## YOUR ASSIGNMENT:
For the data below, work out how many lines contain the word "Bockenfelder" and supply only that number.

[Stored data]
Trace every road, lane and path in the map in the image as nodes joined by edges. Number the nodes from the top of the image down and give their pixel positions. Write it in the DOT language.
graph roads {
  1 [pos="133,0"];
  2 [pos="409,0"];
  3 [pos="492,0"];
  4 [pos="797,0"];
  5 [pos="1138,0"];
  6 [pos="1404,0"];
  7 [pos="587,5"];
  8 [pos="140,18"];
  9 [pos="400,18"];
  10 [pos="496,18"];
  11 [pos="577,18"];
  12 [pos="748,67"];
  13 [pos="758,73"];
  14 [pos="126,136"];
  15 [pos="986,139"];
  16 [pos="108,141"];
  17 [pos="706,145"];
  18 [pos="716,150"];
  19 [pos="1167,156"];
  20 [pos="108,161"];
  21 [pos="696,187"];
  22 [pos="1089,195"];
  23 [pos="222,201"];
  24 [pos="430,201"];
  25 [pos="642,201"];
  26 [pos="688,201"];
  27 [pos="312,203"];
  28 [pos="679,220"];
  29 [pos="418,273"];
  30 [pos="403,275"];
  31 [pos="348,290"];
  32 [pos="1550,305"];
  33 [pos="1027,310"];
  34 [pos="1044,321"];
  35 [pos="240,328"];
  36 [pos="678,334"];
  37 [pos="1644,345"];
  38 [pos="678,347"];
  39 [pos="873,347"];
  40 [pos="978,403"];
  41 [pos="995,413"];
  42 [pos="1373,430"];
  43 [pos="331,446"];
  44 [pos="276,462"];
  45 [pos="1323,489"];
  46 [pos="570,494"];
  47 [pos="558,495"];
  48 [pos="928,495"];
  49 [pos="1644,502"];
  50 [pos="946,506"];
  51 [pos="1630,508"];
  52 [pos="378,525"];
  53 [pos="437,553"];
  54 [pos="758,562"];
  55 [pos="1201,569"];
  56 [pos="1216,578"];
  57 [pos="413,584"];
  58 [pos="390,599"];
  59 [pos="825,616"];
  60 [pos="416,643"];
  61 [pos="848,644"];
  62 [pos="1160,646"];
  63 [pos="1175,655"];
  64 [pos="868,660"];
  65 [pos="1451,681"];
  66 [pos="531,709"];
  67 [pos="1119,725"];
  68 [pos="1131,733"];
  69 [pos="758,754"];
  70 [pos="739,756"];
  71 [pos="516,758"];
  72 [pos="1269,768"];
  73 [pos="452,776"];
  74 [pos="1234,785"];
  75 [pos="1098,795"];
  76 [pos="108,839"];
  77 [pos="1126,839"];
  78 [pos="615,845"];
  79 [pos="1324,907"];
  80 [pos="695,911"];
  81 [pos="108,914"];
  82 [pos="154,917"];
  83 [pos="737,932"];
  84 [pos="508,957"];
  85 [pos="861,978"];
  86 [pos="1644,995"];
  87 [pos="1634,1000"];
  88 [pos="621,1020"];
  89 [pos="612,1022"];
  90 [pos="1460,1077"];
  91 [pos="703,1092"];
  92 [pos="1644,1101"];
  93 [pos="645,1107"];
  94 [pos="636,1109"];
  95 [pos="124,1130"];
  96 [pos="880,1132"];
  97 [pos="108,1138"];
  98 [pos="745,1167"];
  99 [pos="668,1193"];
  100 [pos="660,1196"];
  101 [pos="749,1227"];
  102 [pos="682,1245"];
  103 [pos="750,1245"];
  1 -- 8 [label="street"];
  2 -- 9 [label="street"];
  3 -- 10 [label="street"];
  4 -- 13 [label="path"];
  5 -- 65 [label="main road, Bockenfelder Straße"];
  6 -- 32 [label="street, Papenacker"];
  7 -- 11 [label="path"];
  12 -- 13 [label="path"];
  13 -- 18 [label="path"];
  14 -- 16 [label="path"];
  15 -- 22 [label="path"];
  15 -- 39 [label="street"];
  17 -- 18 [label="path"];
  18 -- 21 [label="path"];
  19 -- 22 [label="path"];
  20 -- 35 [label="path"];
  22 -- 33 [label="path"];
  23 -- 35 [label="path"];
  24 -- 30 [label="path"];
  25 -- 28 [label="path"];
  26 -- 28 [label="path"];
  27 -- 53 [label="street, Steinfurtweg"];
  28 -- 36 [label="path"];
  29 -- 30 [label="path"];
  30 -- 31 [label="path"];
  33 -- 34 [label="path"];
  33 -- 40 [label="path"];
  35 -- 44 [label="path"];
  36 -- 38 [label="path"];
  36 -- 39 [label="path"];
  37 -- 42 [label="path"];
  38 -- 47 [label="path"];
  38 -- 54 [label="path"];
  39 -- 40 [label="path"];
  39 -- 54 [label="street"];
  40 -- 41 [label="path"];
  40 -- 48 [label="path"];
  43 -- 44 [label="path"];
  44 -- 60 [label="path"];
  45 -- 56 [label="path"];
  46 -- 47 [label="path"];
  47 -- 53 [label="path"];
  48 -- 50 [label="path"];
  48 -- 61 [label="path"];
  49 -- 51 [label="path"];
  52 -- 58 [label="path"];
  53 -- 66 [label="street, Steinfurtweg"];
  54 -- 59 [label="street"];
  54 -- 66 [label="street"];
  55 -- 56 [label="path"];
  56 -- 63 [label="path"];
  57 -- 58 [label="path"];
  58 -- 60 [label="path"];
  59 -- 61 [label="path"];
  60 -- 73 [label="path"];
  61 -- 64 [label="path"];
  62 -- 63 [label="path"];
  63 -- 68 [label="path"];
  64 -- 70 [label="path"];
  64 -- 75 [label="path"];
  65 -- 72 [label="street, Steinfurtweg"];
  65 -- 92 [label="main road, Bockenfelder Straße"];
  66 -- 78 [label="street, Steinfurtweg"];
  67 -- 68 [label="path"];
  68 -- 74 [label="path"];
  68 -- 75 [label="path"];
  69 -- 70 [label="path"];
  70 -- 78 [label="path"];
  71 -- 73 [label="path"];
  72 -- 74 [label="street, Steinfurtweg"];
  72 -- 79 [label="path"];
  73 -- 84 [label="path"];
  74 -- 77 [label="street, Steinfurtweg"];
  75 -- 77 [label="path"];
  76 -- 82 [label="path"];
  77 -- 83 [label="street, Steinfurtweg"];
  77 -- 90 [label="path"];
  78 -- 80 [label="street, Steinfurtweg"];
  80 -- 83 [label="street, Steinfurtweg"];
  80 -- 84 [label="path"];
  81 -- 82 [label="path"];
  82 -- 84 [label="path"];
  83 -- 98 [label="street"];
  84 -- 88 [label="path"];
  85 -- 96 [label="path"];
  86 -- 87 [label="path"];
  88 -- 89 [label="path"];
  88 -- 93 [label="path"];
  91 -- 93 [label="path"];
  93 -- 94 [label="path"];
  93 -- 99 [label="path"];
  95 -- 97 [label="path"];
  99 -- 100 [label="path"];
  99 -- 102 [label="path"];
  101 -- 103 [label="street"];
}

## TASK ANSWER:
2